Work through the data below and copy out every line where "Різдвяна" is found.
■ ■ ■ ■ ■ ■ ■
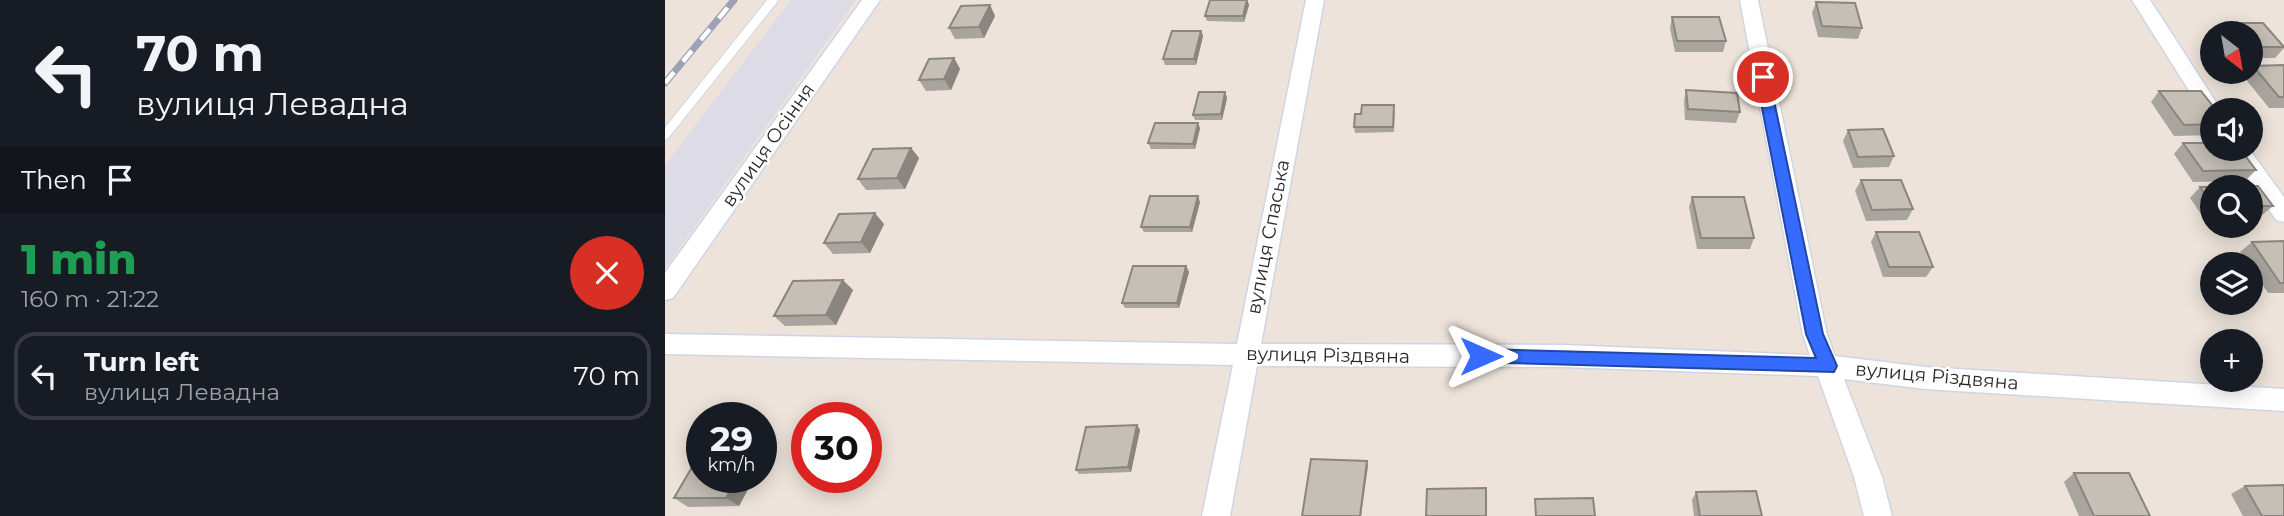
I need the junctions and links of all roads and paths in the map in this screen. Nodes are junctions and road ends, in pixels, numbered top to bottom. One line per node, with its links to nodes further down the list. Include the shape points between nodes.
1 (773, 0): 7 (lane)
2 (871, 0): 10 (street, вулиця Осіння)
3 (1315, 0): 12 (street, вулиця Спаська)
4 (1749, 0): 13 (street, via 1815,334)
5 (2141, 0): 6 (street)
6 (2204, 98)
7 (665, 135)
8 (2246, 161): 9 (street)
9 (2284, 214)
10 (665, 291)
11 (665, 344): 12 (street, вулиця Різдвяна)
12 (1245, 353): 13 (street, вулиця Різдвяна, via 1565,356); 15 (street, вулиця Спаська)
13 (1828, 366): 14 (street, вулиця Різдвяна, via 1925,378); 16 (street)
14 (2284, 400)
15 (1216, 516)
16 (1878, 516)

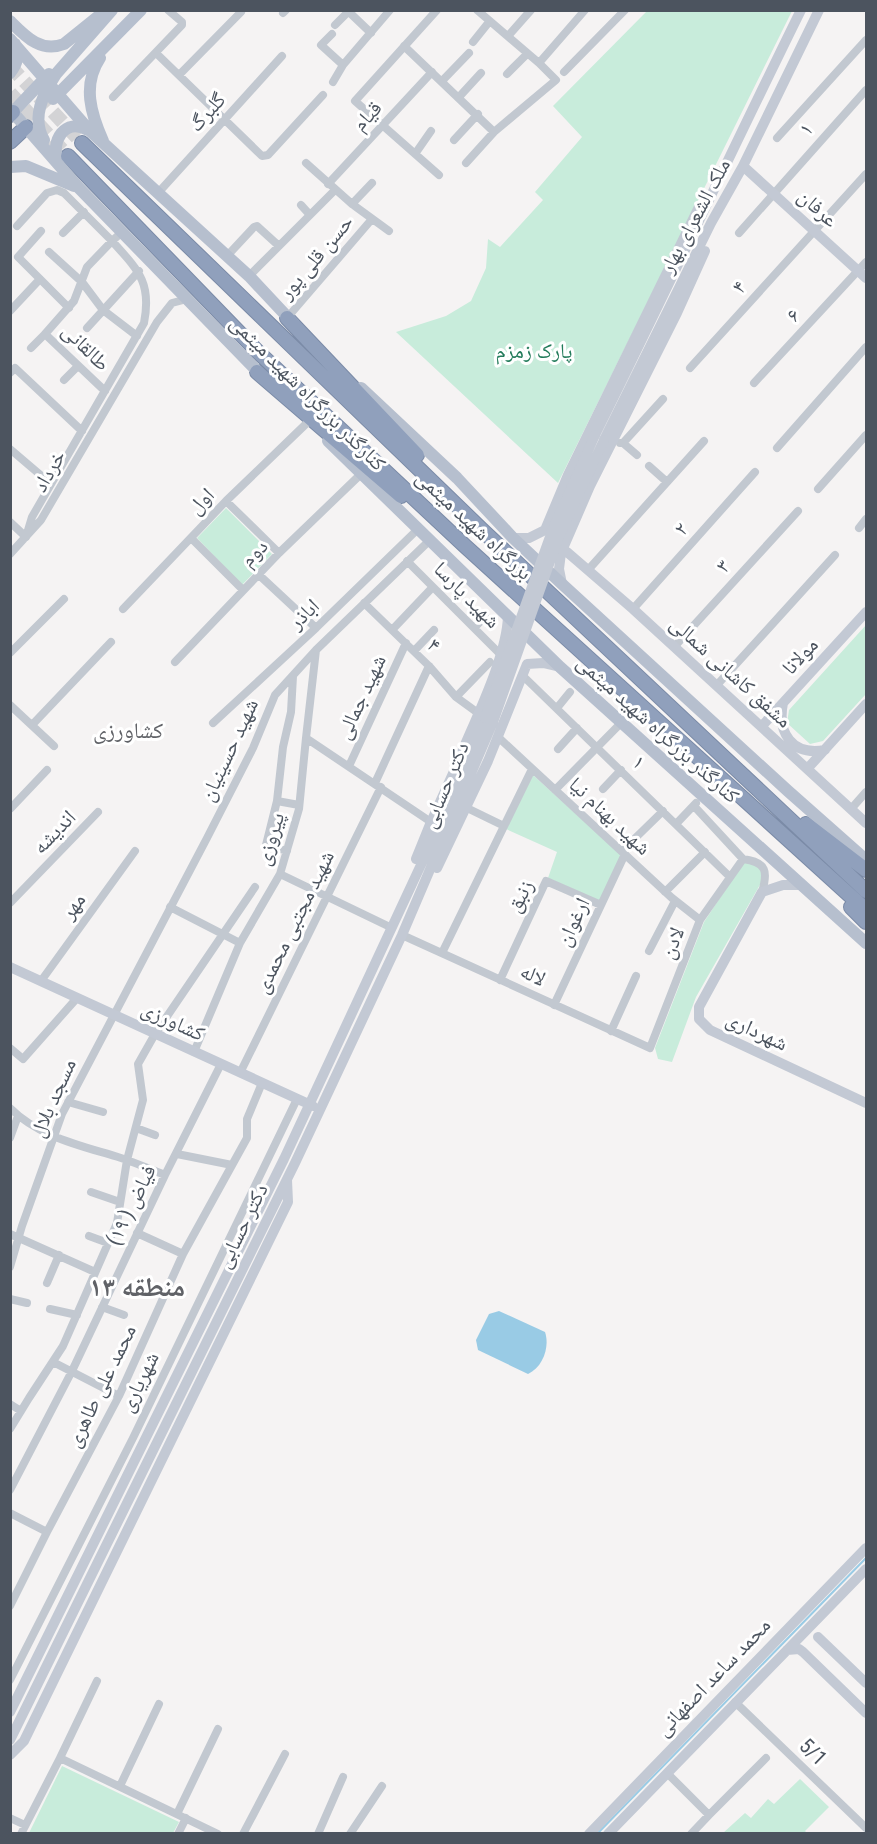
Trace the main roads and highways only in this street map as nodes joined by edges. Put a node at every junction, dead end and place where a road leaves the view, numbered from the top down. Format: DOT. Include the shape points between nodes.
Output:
graph roads {
  1 [pos="109,10"];
  2 [pos="141,10"];
  3 [pos="801,10"];
  4 [pos="819,10"];
  5 [pos="10,21"];
  6 [pos="113,39"];
  7 [pos="12,40"];
  8 [pos="10,73"];
  9 [pos="47,81"];
  10 [pos="36,88"];
  11 [pos="58,94"];
  12 [pos="12,112"];
  13 [pos="38,114"];
  14 [pos="25,125"];
  15 [pos="89,130"];
  16 [pos="10,141"];
  17 [pos="82,143"];
  18 [pos="105,145"];
  19 [pos="64,161"];
  20 [pos="724,166"];
  21 [pos="743,166"];
  22 [pos="10,167"];
  23 [pos="79,188"];
  24 [pos="862,274"];
  25 [pos="288,318"];
  26 [pos="257,372"];
  27 [pos="609,440"];
  28 [pos="481,529"];
  29 [pos="545,530"];
  30 [pos="513,538"];
  31 [pos="465,546"];
  32 [pos="566,548"];
  33 [pos="562,584"];
  34 [pos="867,612"];
  35 [pos="508,616"];
  36 [pos="502,652"];
  37 [pos="527,664"];
  38 [pos="560,667"];
  39 [pos="783,702"];
  40 [pos="867,704"];
  41 [pos="485,718"];
  42 [pos="762,726"];
  43 [pos="825,750"];
  44 [pos="808,768"];
  45 [pos="735,769"];
  46 [pos="724,780"];
  47 [pos="867,823"];
  48 [pos="867,860"];
  49 [pos="867,870"];
  50 [pos="801,885"];
  51 [pos="867,891"];
  52 [pos="867,910"];
  53 [pos="867,922"];
  54 [pos="390,927"];
  55 [pos="402,935"];
  56 [pos="867,943"];
  57 [pos="11,968"];
  58 [pos="867,1103"];
  59 [pos="308,1104"];
  60 [pos="320,1109"];
  61 [pos="287,1178"];
  62 [pos="867,1548"];
  63 [pos="864,1575"];
  64 [pos="816,1620"];
  65 [pos="818,1636"];
  66 [pos="787,1650"];
  67 [pos="803,1652"];
  68 [pos="867,1683"];
  69 [pos="10,1712"];
  70 [pos="867,1713"];
  71 [pos="10,1740"];
  72 [pos="10,1755"];
  73 [pos="589,1833"];
  74 [pos="608,1833"];
  1 -- 5 [label="main road" via="56,47 36,43"];
  1 -- 9 [label="main road"];
  2 -- 6 [label="main road"];
  3 -- 20 [label="main road, ملک الشعرای بهار"];
  4 -- 21 [label="main road, ملک الشعرای بهار"];
  6 -- 11 [label="main road"];
  6 -- 18 [label="main road" via="94,66 89,100"];
  7 -- 8 [label="main road" via="18,52"];
  7 -- 9 [label="main road, کنارگذر بزرگراه شهید میثمی"];
  7 -- 10 [label="main road" via="32,70"];
  9 -- 10 [label="main road"];
  9 -- 11 [label="main road, کنارگذر بزرگراه شهید میثمی"];
  9 -- 13 [label="main road"];
  10 -- 12 [label="main road"];
  10 -- 14 [label="main road"];
  11 -- 13 [label="main road"];
  11 -- 15 [label="main road, کنارگذر بزرگراه شهید میثمی"];
  12 -- 14 [label="main road, کنارگذر بزرگراه شهید میثمی"];
  13 -- 14 [label="main road"];
  13 -- 19 [label="main road" via="40,133"];
  14 -- 16 [label="highway"];
  14 -- 19 [label="main road, کنارگذر بزرگراه شهید میثمی"];
  15 -- 18 [label="main road, کنارگذر بزرگراه شهید میثمی"];
  15 -- 19 [label="main road" via="73,126 59,134 55,152"];
  17 -- 28 [label="highway, بزرگراه شهید میثمی"];
  18 -- 25 [label="main road, کنارگذر بزرگراه شهید میثمی" via="249,276"];
  19 -- 23 [label="main road, کنارگذر بزرگراه شهید میثمی"];
  19 -- 31 [label="highway, بزرگراه شهید میثمی" via="258,352"];
  20 -- 27 [label="main road, ملک الشعرای بهار" via="660,305"];
  20 -- 29 [label="main road" via="687,230"];
  21 -- 24 [label="main road, عرفان"];
  21 -- 27 [label="main road, ملک الشعرای بهار" via="711,223"];
  22 -- 23 [label="main road" via="26,166"];
  23 -- 26 [label="main road, کنارگذر بزرگراه شهید میثمی" via="117,237 187,299"];
  25 -- 28 [label="highway" via="448,488"];
  25 -- 30 [label="main road, کنارگذر بزرگراه شهید میثمی" via="457,478"];
  26 -- 31 [label="highway" via="384,483"];
  26 -- 35 [label="main road, کنارگذر بزرگراه شهید میثمی"];
  27 -- 32 [label="main road"];
  27 -- 41 [label="main road, bridge" via="551,534"];
  28 -- 45 [label="highway, بزرگراه شهید میثمی"];
  29 -- 30 [label="main road" via="529,538"];
  29 -- 32 [label="main road, مشفق کاشانی شمالی" via="550,539"];
  30 -- 33 [label="main road, کنارگذر بزرگراه شهید میثمی"];
  31 -- 46 [label="highway, بزرگراه شهید میثمی"];
  32 -- 33 [label="main road" via="561,553 559,569"];
  32 -- 42 [label="main road, مشفق کاشانی شمالی"];
  33 -- 48 [label="main road, کنارگذر بزرگراه شهید میثمی"];
  34 -- 39 [label="main road, مولانا"];
  35 -- 36 [label="main road"];
  35 -- 38 [label="main road, کنارگذر بزرگراه شهید میثمی"];
  36 -- 37 [label="main road" via="513,647 519,649"];
  36 -- 41 [label="main road"];
  37 -- 38 [label="main road"];
  37 -- 55 [label="main road" via="467,808"];
  38 -- 50 [label="main road, کنارگذر بزرگراه شهید میثمی" via="698,801"];
  39 -- 42 [label="main road, مولانا"];
  39 -- 43 [label="main road" via="781,724 785,735 802,750"];
  40 -- 43 [label="main road"];
  41 -- 54 [label="main road, دکتر حسابی"];
  41 -- 54 [label="main road" via="431,822"];
  41 -- 55 [label="main road, دکتر حسابی"];
  42 -- 44 [label="main road, مشفق کاشانی شمالی"];
  43 -- 44 [label="main road"];
  44 -- 47 [label="main road, مشفق کاشانی شمالی"];
  45 -- 49 [label="highway"];
  45 -- 51 [label="highway, بزرگراه شهید میثمی"];
  46 -- 52 [label="highway, بزرگراه شهید میثمی"];
  46 -- 53 [label="highway" via="745,806"];
  50 -- 56 [label="main road, کنارگذر بزرگراه شهید میثمی"];
  50 -- 58 [label="main road, شهرداری" via="783,885 762,892 699,1006 699,1019 710,1030"];
  54 -- 59 [label="main road, دکتر حسابی"];
  55 -- 60 [label="main road, دکتر حسابی"];
  57 -- 59 [label="main road, کشاورزی"];
  59 -- 60 [label="main road, کشاورزی"];
  59 -- 69 [label="main road, دکتر حسابی"];
  60 -- 61 [label="main road, دکتر حسابی"];
  61 -- 71 [label="main road, دکتر حسابی"];
  61 -- 72 [label="main road" via="288,1202 24,1741"];
  62 -- 73 [label="main road, محمد ساعد اصفهانی"];
  63 -- 64 [label="main road, محمد ساعد اصفهانی"];
  64 -- 65 [label="main road"];
  64 -- 66 [label="main road, محمد ساعد اصفهانی"];
  65 -- 67 [label="main road" via="805,1639"];
  65 -- 68 [label="main road"];
  66 -- 67 [label="main road"];
  66 -- 74 [label="main road, محمد ساعد اصفهانی"];
  67 -- 70 [label="main road"];
}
■ ■ ■ ■ ■ ■ ■
PROBLEM SOLUTION:
11 (665, 344): 12 (street, вулиця Різдвяна)
12 (1245, 353): 13 (street, вулиця Різдвяна, via 1565,356); 15 (street, вулиця Спаська)
13 (1828, 366): 14 (street, вулиця Різдвяна, via 1925,378); 16 (street)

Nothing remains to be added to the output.